Dataset =
★ ★ ★ ★

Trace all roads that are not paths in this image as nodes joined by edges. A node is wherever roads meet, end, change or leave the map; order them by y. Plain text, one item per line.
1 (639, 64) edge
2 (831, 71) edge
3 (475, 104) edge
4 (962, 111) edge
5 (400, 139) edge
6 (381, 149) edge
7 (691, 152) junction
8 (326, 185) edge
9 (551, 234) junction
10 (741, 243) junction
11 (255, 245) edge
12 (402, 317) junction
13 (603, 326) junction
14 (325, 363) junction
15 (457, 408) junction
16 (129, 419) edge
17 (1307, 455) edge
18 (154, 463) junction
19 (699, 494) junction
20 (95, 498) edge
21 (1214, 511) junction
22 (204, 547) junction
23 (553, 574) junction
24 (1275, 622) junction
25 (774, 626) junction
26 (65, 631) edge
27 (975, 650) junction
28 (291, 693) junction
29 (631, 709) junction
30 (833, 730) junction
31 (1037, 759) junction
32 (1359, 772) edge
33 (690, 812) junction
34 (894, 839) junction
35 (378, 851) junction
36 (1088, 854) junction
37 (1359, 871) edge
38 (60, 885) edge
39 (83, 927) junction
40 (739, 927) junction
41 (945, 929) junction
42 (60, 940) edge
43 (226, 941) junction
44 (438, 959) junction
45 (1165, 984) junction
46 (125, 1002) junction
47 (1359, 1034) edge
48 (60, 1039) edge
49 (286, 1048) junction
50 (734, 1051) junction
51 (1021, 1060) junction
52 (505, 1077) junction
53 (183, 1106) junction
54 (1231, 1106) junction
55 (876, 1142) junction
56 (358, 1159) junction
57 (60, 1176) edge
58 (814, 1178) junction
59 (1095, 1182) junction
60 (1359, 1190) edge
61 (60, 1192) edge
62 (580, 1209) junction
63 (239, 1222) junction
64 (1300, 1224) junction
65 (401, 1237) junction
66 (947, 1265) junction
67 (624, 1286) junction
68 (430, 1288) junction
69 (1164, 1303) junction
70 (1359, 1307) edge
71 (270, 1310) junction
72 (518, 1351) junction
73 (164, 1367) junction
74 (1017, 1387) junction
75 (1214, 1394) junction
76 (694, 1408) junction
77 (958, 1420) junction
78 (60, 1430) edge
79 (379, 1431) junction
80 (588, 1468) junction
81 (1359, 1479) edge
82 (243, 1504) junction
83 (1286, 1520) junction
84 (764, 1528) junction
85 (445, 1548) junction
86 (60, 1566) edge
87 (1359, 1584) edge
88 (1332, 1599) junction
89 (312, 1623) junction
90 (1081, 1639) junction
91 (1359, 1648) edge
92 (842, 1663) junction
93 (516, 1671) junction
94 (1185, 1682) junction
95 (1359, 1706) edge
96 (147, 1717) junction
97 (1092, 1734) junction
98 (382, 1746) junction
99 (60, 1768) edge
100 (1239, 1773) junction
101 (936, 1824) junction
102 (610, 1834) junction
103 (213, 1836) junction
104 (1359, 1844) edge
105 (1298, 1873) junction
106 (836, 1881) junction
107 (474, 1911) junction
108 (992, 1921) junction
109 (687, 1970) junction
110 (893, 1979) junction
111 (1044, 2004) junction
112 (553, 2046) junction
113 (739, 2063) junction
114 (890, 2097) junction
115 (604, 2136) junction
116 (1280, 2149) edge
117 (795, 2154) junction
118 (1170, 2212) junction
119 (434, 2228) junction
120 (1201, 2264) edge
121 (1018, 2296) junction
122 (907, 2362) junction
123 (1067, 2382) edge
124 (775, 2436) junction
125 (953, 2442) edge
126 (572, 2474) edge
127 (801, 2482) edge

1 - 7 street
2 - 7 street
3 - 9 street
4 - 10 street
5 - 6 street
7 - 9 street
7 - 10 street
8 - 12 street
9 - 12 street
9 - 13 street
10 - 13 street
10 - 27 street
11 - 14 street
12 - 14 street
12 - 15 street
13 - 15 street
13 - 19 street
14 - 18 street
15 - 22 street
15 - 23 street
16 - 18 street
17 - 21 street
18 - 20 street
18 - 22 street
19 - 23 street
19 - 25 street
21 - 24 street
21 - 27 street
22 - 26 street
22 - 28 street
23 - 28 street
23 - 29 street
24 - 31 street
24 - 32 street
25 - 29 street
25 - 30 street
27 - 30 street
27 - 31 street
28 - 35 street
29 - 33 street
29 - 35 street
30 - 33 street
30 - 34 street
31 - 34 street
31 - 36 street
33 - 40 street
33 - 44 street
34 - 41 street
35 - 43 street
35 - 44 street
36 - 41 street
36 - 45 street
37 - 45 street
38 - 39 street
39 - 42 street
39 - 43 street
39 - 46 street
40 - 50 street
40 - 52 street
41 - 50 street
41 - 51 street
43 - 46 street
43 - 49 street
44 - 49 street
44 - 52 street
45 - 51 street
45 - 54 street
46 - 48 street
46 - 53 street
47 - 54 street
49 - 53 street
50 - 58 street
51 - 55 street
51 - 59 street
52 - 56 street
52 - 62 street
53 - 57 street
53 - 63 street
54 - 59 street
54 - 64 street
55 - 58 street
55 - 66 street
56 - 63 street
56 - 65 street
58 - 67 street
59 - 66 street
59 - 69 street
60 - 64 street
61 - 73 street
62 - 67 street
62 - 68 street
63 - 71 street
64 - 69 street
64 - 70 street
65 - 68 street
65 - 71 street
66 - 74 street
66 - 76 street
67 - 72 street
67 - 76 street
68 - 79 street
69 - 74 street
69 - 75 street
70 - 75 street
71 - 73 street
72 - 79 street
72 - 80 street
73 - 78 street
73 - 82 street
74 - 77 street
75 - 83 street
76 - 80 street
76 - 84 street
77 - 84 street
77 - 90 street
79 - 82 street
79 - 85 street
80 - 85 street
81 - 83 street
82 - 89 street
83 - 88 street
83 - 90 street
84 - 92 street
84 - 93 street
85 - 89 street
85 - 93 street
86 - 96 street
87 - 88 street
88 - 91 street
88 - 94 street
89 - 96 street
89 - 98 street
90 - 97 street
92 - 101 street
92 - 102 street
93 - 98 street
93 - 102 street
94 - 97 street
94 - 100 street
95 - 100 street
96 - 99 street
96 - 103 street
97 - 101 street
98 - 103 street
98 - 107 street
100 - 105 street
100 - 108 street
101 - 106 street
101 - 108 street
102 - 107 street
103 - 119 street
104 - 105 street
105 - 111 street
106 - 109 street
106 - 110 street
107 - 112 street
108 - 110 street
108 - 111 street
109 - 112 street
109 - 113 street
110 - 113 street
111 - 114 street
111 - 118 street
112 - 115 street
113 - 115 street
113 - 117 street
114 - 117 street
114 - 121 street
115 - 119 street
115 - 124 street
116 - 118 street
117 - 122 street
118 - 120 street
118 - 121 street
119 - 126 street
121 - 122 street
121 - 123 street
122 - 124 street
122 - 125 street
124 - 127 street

★ ★ ★ ★

Assignment =
Each record must be reproduced exactly, with nothing missing.

Result =
Trace all roads that are not paths in this image as nodes joined by edges. A node is wherever roads meet, end, change or leave the map; order them by y. Plain text, one item per line.
1 (639, 64) edge
2 (831, 71) edge
3 (475, 104) edge
4 (962, 111) edge
5 (400, 139) edge
6 (381, 149) edge
7 (691, 152) junction
8 (326, 185) edge
9 (551, 234) junction
10 (741, 243) junction
11 (255, 245) edge
12 (402, 317) junction
13 (603, 326) junction
14 (325, 363) junction
15 (457, 408) junction
16 (129, 419) edge
17 (1307, 455) edge
18 (154, 463) junction
19 (699, 494) junction
20 (95, 498) edge
21 (1214, 511) junction
22 (204, 547) junction
23 (553, 574) junction
24 (1275, 622) junction
25 (774, 626) junction
26 (65, 631) edge
27 (975, 650) junction
28 (291, 693) junction
29 (631, 709) junction
30 (833, 730) junction
31 (1037, 759) junction
32 (1359, 772) edge
33 (690, 812) junction
34 (894, 839) junction
35 (378, 851) junction
36 (1088, 854) junction
37 (1359, 871) edge
38 (60, 885) edge
39 (83, 927) junction
40 (739, 927) junction
41 (945, 929) junction
42 (60, 940) edge
43 (226, 941) junction
44 (438, 959) junction
45 (1165, 984) junction
46 (125, 1002) junction
47 (1359, 1034) edge
48 (60, 1039) edge
49 (286, 1048) junction
50 (734, 1051) junction
51 (1021, 1060) junction
52 (505, 1077) junction
53 (183, 1106) junction
54 (1231, 1106) junction
55 (876, 1142) junction
56 (358, 1159) junction
57 (60, 1176) edge
58 (814, 1178) junction
59 (1095, 1182) junction
60 (1359, 1190) edge
61 (60, 1192) edge
62 (580, 1209) junction
63 (239, 1222) junction
64 (1300, 1224) junction
65 (401, 1237) junction
66 (947, 1265) junction
67 (624, 1286) junction
68 (430, 1288) junction
69 (1164, 1303) junction
70 (1359, 1307) edge
71 (270, 1310) junction
72 (518, 1351) junction
73 (164, 1367) junction
74 (1017, 1387) junction
75 (1214, 1394) junction
76 (694, 1408) junction
77 (958, 1420) junction
78 (60, 1430) edge
79 (379, 1431) junction
80 (588, 1468) junction
81 (1359, 1479) edge
82 (243, 1504) junction
83 (1286, 1520) junction
84 (764, 1528) junction
85 (445, 1548) junction
86 (60, 1566) edge
87 (1359, 1584) edge
88 (1332, 1599) junction
89 (312, 1623) junction
90 (1081, 1639) junction
91 (1359, 1648) edge
92 (842, 1663) junction
93 (516, 1671) junction
94 (1185, 1682) junction
95 (1359, 1706) edge
96 (147, 1717) junction
97 (1092, 1734) junction
98 (382, 1746) junction
99 (60, 1768) edge
100 (1239, 1773) junction
101 (936, 1824) junction
102 (610, 1834) junction
103 (213, 1836) junction
104 (1359, 1844) edge
105 (1298, 1873) junction
106 (836, 1881) junction
107 (474, 1911) junction
108 (992, 1921) junction
109 (687, 1970) junction
110 (893, 1979) junction
111 (1044, 2004) junction
112 (553, 2046) junction
113 (739, 2063) junction
114 (890, 2097) junction
115 (604, 2136) junction
116 (1280, 2149) edge
117 (795, 2154) junction
118 (1170, 2212) junction
119 (434, 2228) junction
120 (1201, 2264) edge
121 (1018, 2296) junction
122 (907, 2362) junction
123 (1067, 2382) edge
124 (775, 2436) junction
125 (953, 2442) edge
126 (572, 2474) edge
127 (801, 2482) edge

1 - 7 street
2 - 7 street
3 - 9 street
4 - 10 street
5 - 6 street
7 - 9 street
7 - 10 street
8 - 12 street
9 - 12 street
9 - 13 street
10 - 13 street
10 - 27 street
11 - 14 street
12 - 14 street
12 - 15 street
13 - 15 street
13 - 19 street
14 - 18 street
15 - 22 street
15 - 23 street
16 - 18 street
17 - 21 street
18 - 20 street
18 - 22 street
19 - 23 street
19 - 25 street
21 - 24 street
21 - 27 street
22 - 26 street
22 - 28 street
23 - 28 street
23 - 29 street
24 - 31 street
24 - 32 street
25 - 29 street
25 - 30 street
27 - 30 street
27 - 31 street
28 - 35 street
29 - 33 street
29 - 35 street
30 - 33 street
30 - 34 street
31 - 34 street
31 - 36 street
33 - 40 street
33 - 44 street
34 - 41 street
35 - 43 street
35 - 44 street
36 - 41 street
36 - 45 street
37 - 45 street
38 - 39 street
39 - 42 street
39 - 43 street
39 - 46 street
40 - 50 street
40 - 52 street
41 - 50 street
41 - 51 street
43 - 46 street
43 - 49 street
44 - 49 street
44 - 52 street
45 - 51 street
45 - 54 street
46 - 48 street
46 - 53 street
47 - 54 street
49 - 53 street
50 - 58 street
51 - 55 street
51 - 59 street
52 - 56 street
52 - 62 street
53 - 57 street
53 - 63 street
54 - 59 street
54 - 64 street
55 - 58 street
55 - 66 street
56 - 63 street
56 - 65 street
58 - 67 street
59 - 66 street
59 - 69 street
60 - 64 street
61 - 73 street
62 - 67 street
62 - 68 street
63 - 71 street
64 - 69 street
64 - 70 street
65 - 68 street
65 - 71 street
66 - 74 street
66 - 76 street
67 - 72 street
67 - 76 street
68 - 79 street
69 - 74 street
69 - 75 street
70 - 75 street
71 - 73 street
72 - 79 street
72 - 80 street
73 - 78 street
73 - 82 street
74 - 77 street
75 - 83 street
76 - 80 street
76 - 84 street
77 - 84 street
77 - 90 street
79 - 82 street
79 - 85 street
80 - 85 street
81 - 83 street
82 - 89 street
83 - 88 street
83 - 90 street
84 - 92 street
84 - 93 street
85 - 89 street
85 - 93 street
86 - 96 street
87 - 88 street
88 - 91 street
88 - 94 street
89 - 96 street
89 - 98 street
90 - 97 street
92 - 101 street
92 - 102 street
93 - 98 street
93 - 102 street
94 - 97 street
94 - 100 street
95 - 100 street
96 - 99 street
96 - 103 street
97 - 101 street
98 - 103 street
98 - 107 street
100 - 105 street
100 - 108 street
101 - 106 street
101 - 108 street
102 - 107 street
103 - 119 street
104 - 105 street
105 - 111 street
106 - 109 street
106 - 110 street
107 - 112 street
108 - 110 street
108 - 111 street
109 - 112 street
109 - 113 street
110 - 113 street
111 - 114 street
111 - 118 street
112 - 115 street
113 - 115 street
113 - 117 street
114 - 117 street
114 - 121 street
115 - 119 street
115 - 124 street
116 - 118 street
117 - 122 street
118 - 120 street
118 - 121 street
119 - 126 street
121 - 122 street
121 - 123 street
122 - 124 street
122 - 125 street
124 - 127 street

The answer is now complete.